Calculus
Thursday night I spent a great deal of time watching internet tutorials about factoring trinomials. Then Friday afternoon I made a confession about honors calculus. Then the person I confessed to kept making math metaphors. Lots of air graphs, right in conversation. The word sine was actually used. I’m not sure if it was a coincidence, and math metaphors just happen to be this person’s gig, or if the confession brought math to the forefront of our conversation, or if I was being persecuted after my confession. (I’m pretty sure I wasn’t being persecuted, but it’s good to throw that possibility into the mix). And then I came home and read this poem by Franny Choi on Rattle. The universe is sending math my way. Maybe the universe hates me. I don’t think it does though, because this poem is amazing.
Your assignment:
- List twelve one line sensory memories (they don’t have to be the most intense deep dark things like my calculus confession, they can be simple–even happy!–memories).

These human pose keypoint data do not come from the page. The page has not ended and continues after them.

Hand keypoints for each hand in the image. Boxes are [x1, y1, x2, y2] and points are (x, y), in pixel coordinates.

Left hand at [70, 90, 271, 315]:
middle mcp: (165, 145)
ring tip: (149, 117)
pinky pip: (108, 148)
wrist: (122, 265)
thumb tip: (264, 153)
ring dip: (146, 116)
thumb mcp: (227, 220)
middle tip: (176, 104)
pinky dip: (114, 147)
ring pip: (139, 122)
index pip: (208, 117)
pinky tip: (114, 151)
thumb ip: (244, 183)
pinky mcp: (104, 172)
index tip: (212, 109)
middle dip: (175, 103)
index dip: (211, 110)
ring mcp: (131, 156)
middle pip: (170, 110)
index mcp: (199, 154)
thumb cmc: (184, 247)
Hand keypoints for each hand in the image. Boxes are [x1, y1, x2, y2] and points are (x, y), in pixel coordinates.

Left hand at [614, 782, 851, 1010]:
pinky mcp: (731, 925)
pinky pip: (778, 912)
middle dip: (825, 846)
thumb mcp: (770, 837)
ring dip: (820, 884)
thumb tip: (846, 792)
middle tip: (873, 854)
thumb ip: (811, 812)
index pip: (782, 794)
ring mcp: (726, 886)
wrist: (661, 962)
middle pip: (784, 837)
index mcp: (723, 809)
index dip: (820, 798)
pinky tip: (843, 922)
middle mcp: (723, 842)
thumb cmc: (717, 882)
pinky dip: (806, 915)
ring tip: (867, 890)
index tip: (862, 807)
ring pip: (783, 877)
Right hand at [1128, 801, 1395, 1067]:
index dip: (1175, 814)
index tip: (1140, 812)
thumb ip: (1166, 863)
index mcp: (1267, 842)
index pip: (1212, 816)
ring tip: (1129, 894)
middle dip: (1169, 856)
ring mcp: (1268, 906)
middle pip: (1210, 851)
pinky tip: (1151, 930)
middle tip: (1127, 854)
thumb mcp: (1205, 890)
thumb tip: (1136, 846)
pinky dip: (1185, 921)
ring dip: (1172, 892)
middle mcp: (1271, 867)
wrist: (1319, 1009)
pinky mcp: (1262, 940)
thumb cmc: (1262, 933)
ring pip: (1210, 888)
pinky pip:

- Decide what the x axis and y axis will be. I’m thinking something around: how much I felt like myself vs how much the memory makes me look like who I wish to be. I’ve been reading Carl Rogers.
- Plot it out.
I’m still not telling you the thing about honors calculus. I’m sorry. But I will tell you this: if I could have any other job in the world (and I really love my job), it would be hosting a show on QVC. I love QVC. That’s a confession.
One Response
Apa, you realize that now I have a *moral obligation* to obnoxiously use math analogies next time we talk, right?
Thank you for putting these assignments up. One day I’m actually going to sit down and do them like I should have been doing, months ago.